A word-for-word repetition of the records beneath this task is the expected answer.

[Data to process Boundary: Start]

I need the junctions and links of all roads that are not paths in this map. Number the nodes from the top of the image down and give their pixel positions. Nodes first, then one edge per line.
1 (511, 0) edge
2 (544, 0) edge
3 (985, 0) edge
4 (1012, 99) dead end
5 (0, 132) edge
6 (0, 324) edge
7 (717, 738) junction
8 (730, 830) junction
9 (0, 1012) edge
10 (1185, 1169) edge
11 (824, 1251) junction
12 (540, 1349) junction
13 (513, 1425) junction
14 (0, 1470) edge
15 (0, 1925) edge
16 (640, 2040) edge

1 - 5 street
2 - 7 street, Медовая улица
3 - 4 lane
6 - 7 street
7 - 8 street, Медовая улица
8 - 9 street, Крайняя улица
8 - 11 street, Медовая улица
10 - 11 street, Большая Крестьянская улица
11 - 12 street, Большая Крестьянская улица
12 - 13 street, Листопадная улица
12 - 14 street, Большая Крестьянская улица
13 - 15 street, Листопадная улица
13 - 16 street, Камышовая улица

[Data to process Boundary: End]

### Answer section:
I need the junctions and links of all roads that are not paths in this map. Number the nodes from the top of the image down and give their pixel positions. Nodes first, then one edge per line.
1 (511, 0) edge
2 (544, 0) edge
3 (985, 0) edge
4 (1012, 99) dead end
5 (0, 132) edge
6 (0, 324) edge
7 (717, 738) junction
8 (730, 830) junction
9 (0, 1012) edge
10 (1185, 1169) edge
11 (824, 1251) junction
12 (540, 1349) junction
13 (513, 1425) junction
14 (0, 1470) edge
15 (0, 1925) edge
16 (640, 2040) edge

1 - 5 street
2 - 7 street, Медовая улица
3 - 4 lane
6 - 7 street
7 - 8 street, Медовая улица
8 - 9 street, Крайняя улица
8 - 11 street, Медовая улица
10 - 11 street, Большая Крестьянская улица
11 - 12 street, Большая Крестьянская улица
12 - 13 street, Листопадная улица
12 - 14 street, Большая Крестьянская улица
13 - 15 street, Листопадная улица
13 - 16 street, Камышовая улица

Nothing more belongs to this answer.